Go through the records and copy each line where the string "Pagliucca" occurs.
Top of DATASET CONTENT
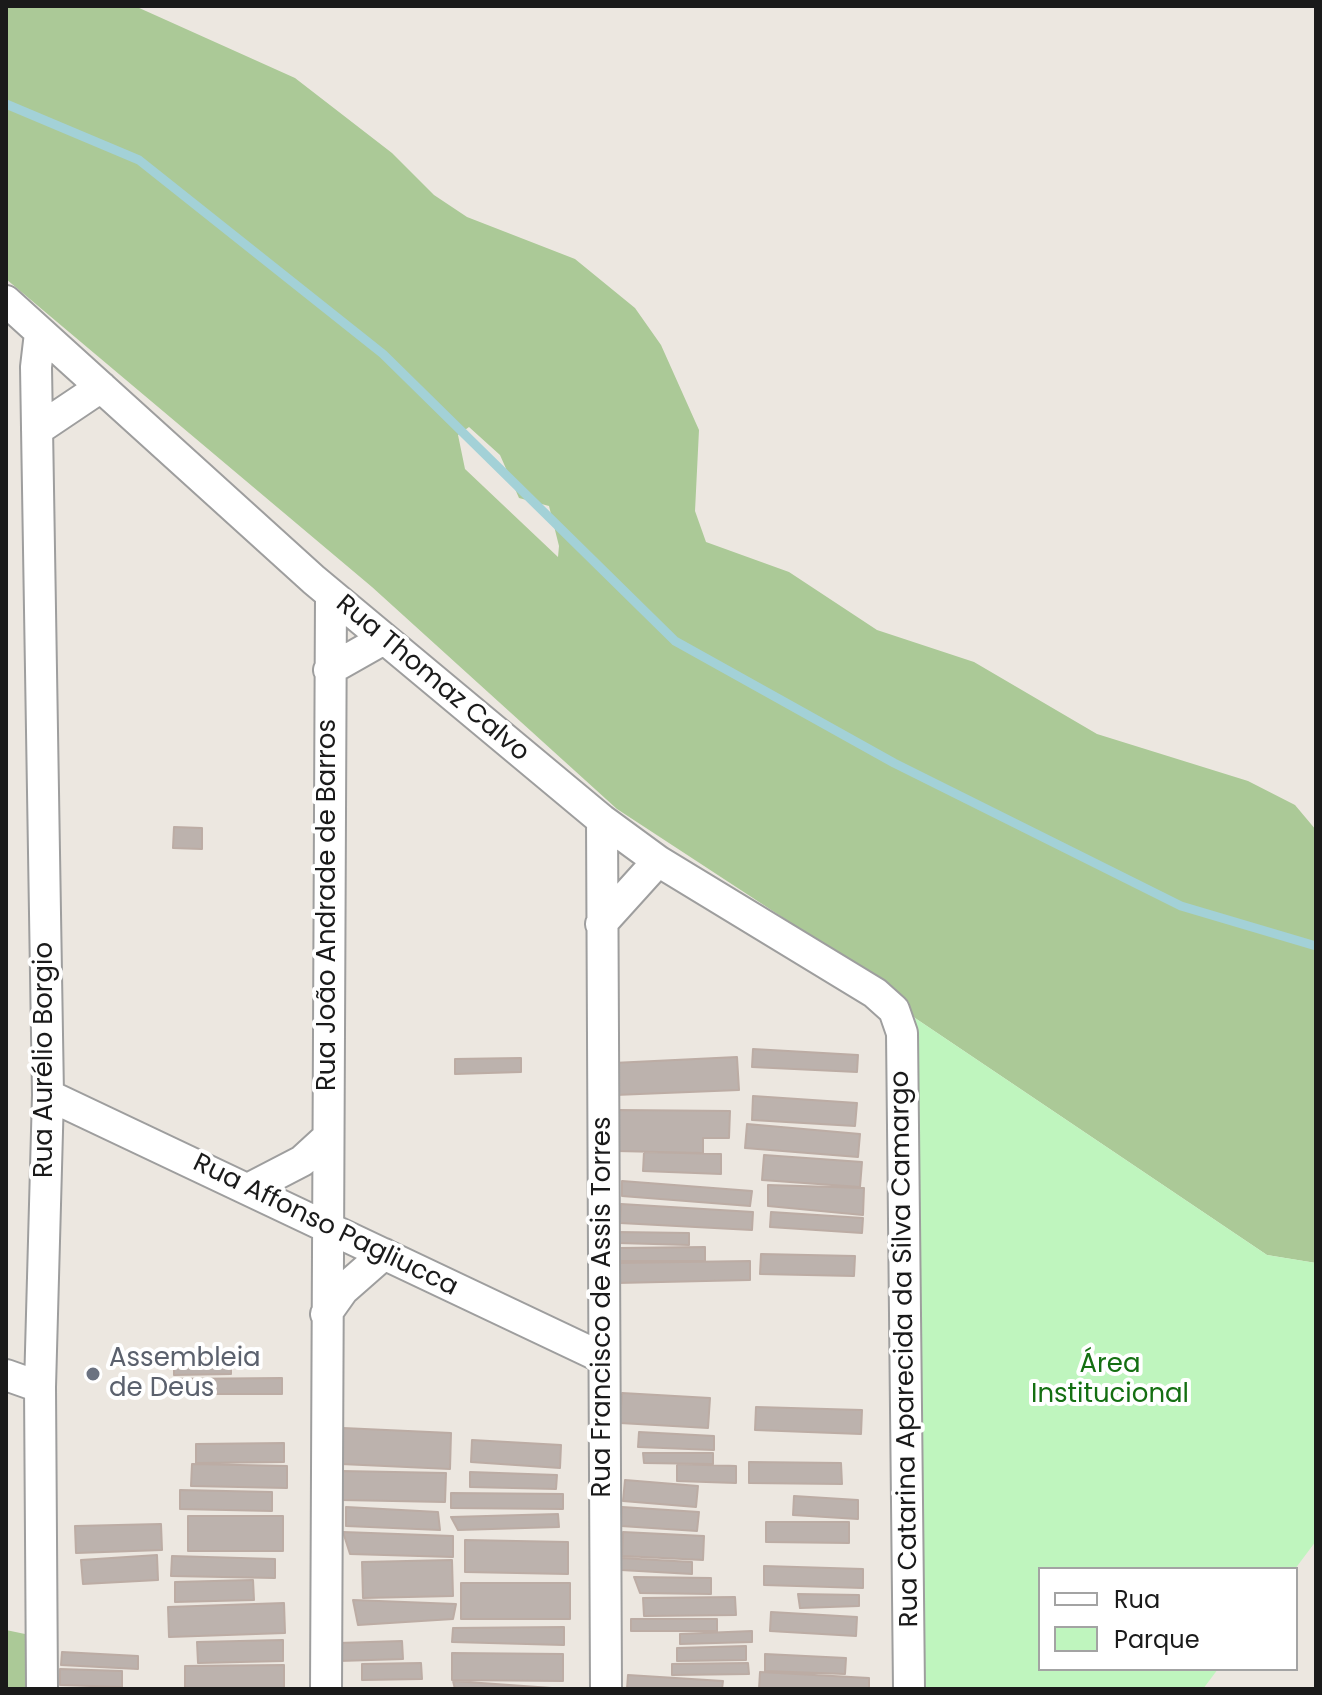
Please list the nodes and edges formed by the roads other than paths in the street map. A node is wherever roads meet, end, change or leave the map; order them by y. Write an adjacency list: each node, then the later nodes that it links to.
1 (6, 301): 2 (street, Rua Thomaz Calvo)
2 (40, 333): 3 (street, Rua Thomaz Calvo); 4 (street, Rua Aurélio Borgio)
3 (101, 387): 4 (street); 5 (street, Rua Thomaz Calvo)
4 (37, 430): 12 (street, Rua Aurélio Borgio)
5 (331, 595): 6 (street, Rua Thomaz Calvo); 7 (street, Rua João Andrade de Barros)
6 (382, 640): 7 (street); 8 (street, Rua Thomaz Calvo)
7 (329, 670): 13 (street, Rua João Andrade de Barros)
8 (602, 820): 9 (street, Rua Thomaz Calvo); 10 (street, Rua Francisco de Assis Torres)
9 (658, 861): 10 (street); 11 (street, Rua Thomaz Calvo)
10 (601, 924): 18 (street, Rua Francisco de Assis Torres)
11 (894, 1010): 24 (street, Rua Catarina Aparecida da Silva Camargo)
12 (48, 1095): 14 (street, Rua Affonso Pagliucca); 20 (street, Rua Aurélio Borgio)
13 (326, 1139): 14 (street); 15 (street, Rua João Andrade de Barros)
14 (248, 1189): 15 (street, Rua Affonso Pagliucca)
15 (326, 1225): 16 (street, Rua Affonso Pagliucca); 17 (street, Rua João Andrade de Barros)
16 (384, 1254): 17 (street); 18 (street, Rua Affonso Pagliucca)
17 (326, 1314): 22 (street, Rua João Andrade de Barros)
18 (603, 1358): 23 (street, Rua Francisco de Assis Torres)
19 (6, 1375): 20 (street)
20 (40, 1387): 21 (street, Rua Aurélio Borgio)
21 (42, 1689)
22 (326, 1689)
23 (606, 1689)
24 (909, 1689)

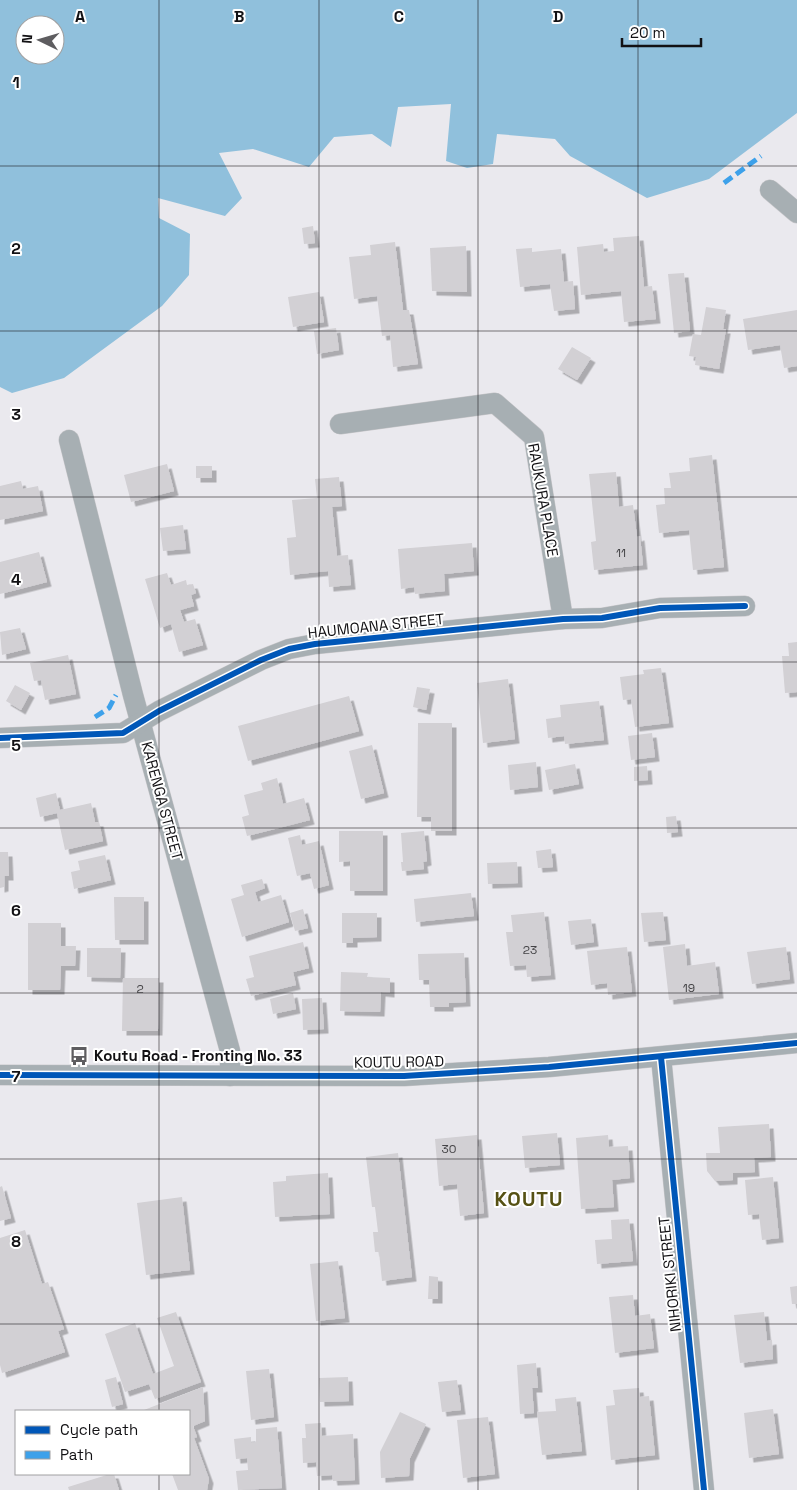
Bottom of DATASET CONTENT
◆ EXPECTED OUTPUT
12 (48, 1095): 14 (street, Rua Affonso Pagliucca); 20 (street, Rua Aurélio Borgio)
14 (248, 1189): 15 (street, Rua Affonso Pagliucca)
15 (326, 1225): 16 (street, Rua Affonso Pagliucca); 17 (street, Rua João Andrade de Barros)
16 (384, 1254): 17 (street); 18 (street, Rua Affonso Pagliucca)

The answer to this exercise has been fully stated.